_Task statement_
The data should be printed again, exactly.

Data supplied START

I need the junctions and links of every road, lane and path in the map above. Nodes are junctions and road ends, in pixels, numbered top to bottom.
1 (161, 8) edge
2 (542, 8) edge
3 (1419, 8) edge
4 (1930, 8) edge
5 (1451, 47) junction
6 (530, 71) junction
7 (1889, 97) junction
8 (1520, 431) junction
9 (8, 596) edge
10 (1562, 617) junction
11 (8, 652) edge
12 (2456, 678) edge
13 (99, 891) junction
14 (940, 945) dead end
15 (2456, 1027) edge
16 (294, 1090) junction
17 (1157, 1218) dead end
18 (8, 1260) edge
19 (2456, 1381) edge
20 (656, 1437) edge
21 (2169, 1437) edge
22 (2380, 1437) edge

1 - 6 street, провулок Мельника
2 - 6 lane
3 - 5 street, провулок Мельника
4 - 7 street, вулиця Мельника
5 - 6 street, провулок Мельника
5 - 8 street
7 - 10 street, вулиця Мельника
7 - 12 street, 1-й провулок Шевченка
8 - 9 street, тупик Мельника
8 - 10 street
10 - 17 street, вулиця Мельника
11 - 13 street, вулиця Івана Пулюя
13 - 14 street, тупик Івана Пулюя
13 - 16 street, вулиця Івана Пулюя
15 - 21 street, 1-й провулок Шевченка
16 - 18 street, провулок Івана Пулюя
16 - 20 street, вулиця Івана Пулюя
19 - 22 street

Data supplied END

_Task output_
I need the junctions and links of every road, lane and path in the map above. Nodes are junctions and road ends, in pixels, numbered top to bottom.
1 (161, 8) edge
2 (542, 8) edge
3 (1419, 8) edge
4 (1930, 8) edge
5 (1451, 47) junction
6 (530, 71) junction
7 (1889, 97) junction
8 (1520, 431) junction
9 (8, 596) edge
10 (1562, 617) junction
11 (8, 652) edge
12 (2456, 678) edge
13 (99, 891) junction
14 (940, 945) dead end
15 (2456, 1027) edge
16 (294, 1090) junction
17 (1157, 1218) dead end
18 (8, 1260) edge
19 (2456, 1381) edge
20 (656, 1437) edge
21 (2169, 1437) edge
22 (2380, 1437) edge

1 - 6 street, провулок Мельника
2 - 6 lane
3 - 5 street, провулок Мельника
4 - 7 street, вулиця Мельника
5 - 6 street, провулок Мельника
5 - 8 street
7 - 10 street, вулиця Мельника
7 - 12 street, 1-й провулок Шевченка
8 - 9 street, тупик Мельника
8 - 10 street
10 - 17 street, вулиця Мельника
11 - 13 street, вулиця Івана Пулюя
13 - 14 street, тупик Івана Пулюя
13 - 16 street, вулиця Івана Пулюя
15 - 21 street, 1-й провулок Шевченка
16 - 18 street, провулок Івана Пулюя
16 - 20 street, вулиця Івана Пулюя
19 - 22 street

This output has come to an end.